MHA for Eagle River
- In office 1975–1979
- Succeeded by: Eugene Hiscock

Personal details
- Born: 1 November 1940 Aberdeen, Scotland
- Died: 3 March 2024 (aged 83) Chateauguay, Quebec, Canada
- Party: Liberal Party of Newfoundland and Labrador
- Spouse: Merrill Corbin ​(m. 1975)​
- Children: 4
- Occupation: food technologist

= Ian Strachan (Newfoundland and Labrador politician) =

Canadian politician (1940–2024)

Ian Strachan (1 November 1940 – 3 March 2024) was a Canadian politician. He represented the electoral district of Eagle River in the Newfoundland and Labrador House of Assembly from 1975 to 1979. He was a member of the Liberal Party. He was born at Aberdeen, Scotland.

Strachan previously worked as a Community Development Worker for Memorial University of Newfoundland Extension Services in Nain.

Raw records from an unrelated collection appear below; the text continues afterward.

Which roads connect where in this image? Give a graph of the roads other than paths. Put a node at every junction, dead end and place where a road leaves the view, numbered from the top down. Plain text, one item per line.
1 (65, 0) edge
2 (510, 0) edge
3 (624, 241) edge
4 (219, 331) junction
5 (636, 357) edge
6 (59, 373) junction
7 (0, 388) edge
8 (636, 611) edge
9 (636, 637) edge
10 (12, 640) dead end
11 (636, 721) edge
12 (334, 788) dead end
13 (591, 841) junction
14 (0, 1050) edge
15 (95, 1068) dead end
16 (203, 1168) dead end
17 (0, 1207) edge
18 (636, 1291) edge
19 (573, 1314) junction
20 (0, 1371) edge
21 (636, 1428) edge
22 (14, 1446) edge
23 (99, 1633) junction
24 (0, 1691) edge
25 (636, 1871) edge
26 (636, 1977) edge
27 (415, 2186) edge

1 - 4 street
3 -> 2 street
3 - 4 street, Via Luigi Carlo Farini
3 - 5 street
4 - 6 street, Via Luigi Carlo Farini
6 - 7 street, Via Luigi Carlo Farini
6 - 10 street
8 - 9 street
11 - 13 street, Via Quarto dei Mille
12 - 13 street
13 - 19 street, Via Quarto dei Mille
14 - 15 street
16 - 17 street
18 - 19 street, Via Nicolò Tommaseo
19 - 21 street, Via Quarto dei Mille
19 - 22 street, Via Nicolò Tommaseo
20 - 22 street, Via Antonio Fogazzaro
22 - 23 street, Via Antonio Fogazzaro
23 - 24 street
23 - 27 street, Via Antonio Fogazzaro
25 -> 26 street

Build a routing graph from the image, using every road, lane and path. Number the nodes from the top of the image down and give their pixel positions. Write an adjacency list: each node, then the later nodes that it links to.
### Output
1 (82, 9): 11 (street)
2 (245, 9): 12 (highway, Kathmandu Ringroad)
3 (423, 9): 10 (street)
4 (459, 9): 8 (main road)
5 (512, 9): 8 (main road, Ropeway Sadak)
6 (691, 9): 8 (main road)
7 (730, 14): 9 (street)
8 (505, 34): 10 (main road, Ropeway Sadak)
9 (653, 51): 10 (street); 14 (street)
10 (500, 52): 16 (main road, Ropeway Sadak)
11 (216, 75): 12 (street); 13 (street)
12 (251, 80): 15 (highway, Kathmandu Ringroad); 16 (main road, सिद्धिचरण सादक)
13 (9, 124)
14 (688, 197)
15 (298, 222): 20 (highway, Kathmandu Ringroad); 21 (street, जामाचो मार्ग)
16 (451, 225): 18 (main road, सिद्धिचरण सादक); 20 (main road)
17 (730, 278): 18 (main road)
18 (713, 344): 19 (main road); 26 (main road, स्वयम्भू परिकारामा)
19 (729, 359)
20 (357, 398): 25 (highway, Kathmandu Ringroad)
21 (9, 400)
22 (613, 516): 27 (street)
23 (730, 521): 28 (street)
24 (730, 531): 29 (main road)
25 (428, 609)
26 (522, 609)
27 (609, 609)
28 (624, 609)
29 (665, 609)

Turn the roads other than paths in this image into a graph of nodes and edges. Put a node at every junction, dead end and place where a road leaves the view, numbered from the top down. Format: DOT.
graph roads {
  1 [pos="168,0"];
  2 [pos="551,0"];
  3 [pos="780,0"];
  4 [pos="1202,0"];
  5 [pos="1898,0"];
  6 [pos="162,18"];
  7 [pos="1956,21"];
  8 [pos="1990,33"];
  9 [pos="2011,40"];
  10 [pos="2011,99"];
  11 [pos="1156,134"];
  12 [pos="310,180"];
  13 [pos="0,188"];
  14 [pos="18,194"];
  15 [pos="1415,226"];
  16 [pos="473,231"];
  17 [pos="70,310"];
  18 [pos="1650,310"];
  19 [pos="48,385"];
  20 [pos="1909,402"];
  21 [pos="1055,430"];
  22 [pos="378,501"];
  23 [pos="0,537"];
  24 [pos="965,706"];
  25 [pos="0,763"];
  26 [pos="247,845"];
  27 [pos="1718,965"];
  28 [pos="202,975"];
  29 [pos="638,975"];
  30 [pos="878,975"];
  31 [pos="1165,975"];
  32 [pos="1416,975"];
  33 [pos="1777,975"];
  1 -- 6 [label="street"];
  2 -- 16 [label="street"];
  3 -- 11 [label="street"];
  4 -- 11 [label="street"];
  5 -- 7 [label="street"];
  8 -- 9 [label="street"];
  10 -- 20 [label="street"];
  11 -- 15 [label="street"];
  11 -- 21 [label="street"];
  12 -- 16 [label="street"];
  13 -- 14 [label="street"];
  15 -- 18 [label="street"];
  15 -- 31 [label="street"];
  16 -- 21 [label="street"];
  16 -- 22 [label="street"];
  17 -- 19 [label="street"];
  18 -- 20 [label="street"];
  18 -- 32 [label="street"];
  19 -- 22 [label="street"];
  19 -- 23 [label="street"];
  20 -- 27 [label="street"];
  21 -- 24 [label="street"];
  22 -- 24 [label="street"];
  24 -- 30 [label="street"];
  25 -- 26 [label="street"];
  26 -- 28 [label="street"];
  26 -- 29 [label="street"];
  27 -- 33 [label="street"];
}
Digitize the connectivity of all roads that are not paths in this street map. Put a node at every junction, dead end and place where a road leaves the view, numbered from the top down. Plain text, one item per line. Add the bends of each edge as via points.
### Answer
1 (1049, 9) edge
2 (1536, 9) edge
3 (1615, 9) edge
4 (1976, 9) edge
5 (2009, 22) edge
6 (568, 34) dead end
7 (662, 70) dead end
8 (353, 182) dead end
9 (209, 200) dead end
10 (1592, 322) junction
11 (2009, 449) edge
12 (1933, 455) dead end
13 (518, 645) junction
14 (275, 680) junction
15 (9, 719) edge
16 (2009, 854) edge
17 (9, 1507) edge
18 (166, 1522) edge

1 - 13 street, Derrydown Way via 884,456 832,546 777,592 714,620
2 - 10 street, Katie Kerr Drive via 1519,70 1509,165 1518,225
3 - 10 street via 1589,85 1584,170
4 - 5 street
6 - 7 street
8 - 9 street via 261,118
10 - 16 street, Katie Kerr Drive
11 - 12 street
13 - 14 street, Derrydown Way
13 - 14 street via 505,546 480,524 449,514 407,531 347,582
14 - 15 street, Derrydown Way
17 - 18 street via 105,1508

He subsequently served as independent facilitator chair of the Combined Councils of Labrador.

Strachan married Merrill Gay Lowes Corbin in 1975. He has a daughter, Ella Edith Wallace, who serves as deputy mayor of Happy Valley-Goose Bay She also ran federally in 2025 for the Conservatives in Labrador As well as 3 other daughters Iona, Kate and Isla. He died on March 3, 2024, at the age of 83.